Biomechanics of the thoracic spine and the influence of the chest.

胸椎的生物力学和胸部的影响。

• 批准号: 274498276
• 负责人: Professor Dr. Hans-Joachim Wilke
• 金额: --
• 依托单位: Institut für Unfallchirurgische Forschung und Biomechanik
• 依托单位国家: 德国
• 项目类别: Research Grants
• 财政年份: 2016
• 资助国家: 德国
• 起止时间: 2015-12-31 至 2018-12-31
• 项目状态: 已结题
• 来源: https://gepris.dfg.de/gepris/projekt/274498276?language=en
• 关键词: Biomechanics; thoracic; spine; influence; chest.

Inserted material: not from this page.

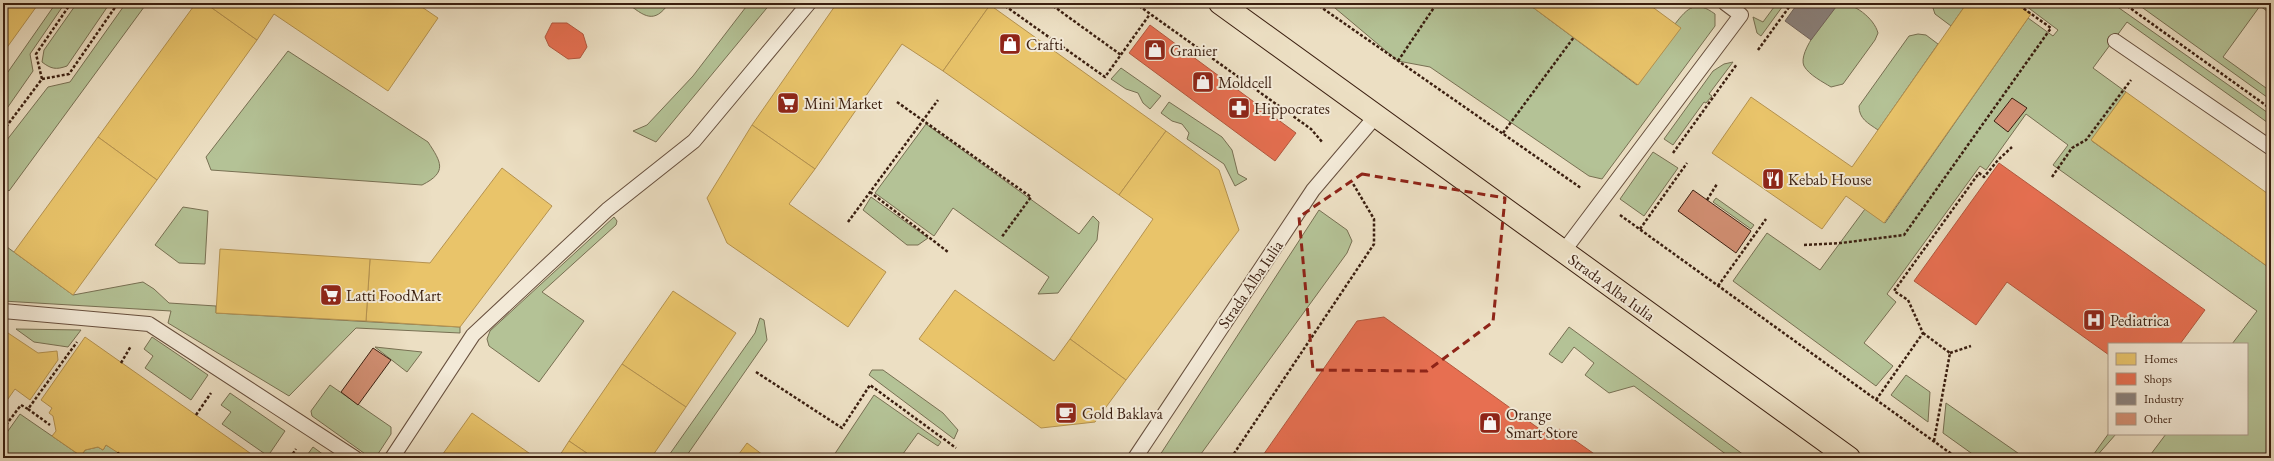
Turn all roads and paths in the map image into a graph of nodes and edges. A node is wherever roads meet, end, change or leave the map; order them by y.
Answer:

The rib cage is assumed to have a strong influence on the stability and flexibility of the human thoracic spine. The magnitude of this influence and the relevance of the different structures are poorly understood. Therefore it is vague as to which is the best strategy for the treatment of fractures, deformations, and degenerations in the thoracic spine. If thoracic fractures are not stabilized sufficiently, the consequence may be loss of correction. However, it is not known how many segments of the thoracic spine are needed to be stabilized in case of vertebral body fractures and subsequent restabilisation by vertebral replacement implants and dorsal instrumentation using pedicle screw-rod systems. The operative treatment of serial rib fractures is also discussed. Moreover, the ribs and other structures resected during scoliosis surgery are mostly chosen empirically, potentially leading to instabilities of the spine. The influence of these different resection strategies on the stability of the thoracic spine is not understood well enough. Biomechanical in vitro experiments with thoracic spine specimens were mostly performed without the rib cage, which lead to unrepresentative data and difficulties interpreting the results. Finite element models or multi-body models including the rib cage have critical limitations due to the unknown biomechanical properties of the ribcage.The purpose of the extension of this project is to understand and quantify, in detail, the biomechanics and importance of all relevant structures of the thoracic spine and rib cage. This is accomplished by performing several biomechanical in vitro studies on thoracic spines with and without the rib cage, implementing multiple resection steps. Using this generated biomechanical data and morphological analyses of the corresponding anatomical structures, a parameterized finite element model of the human thoracic spine including the rib cage will be generated, calibrated, and validated. Subsequently preliminary investigations to answer clinically relevant questions will be performed in vitro and using the generated finite element model..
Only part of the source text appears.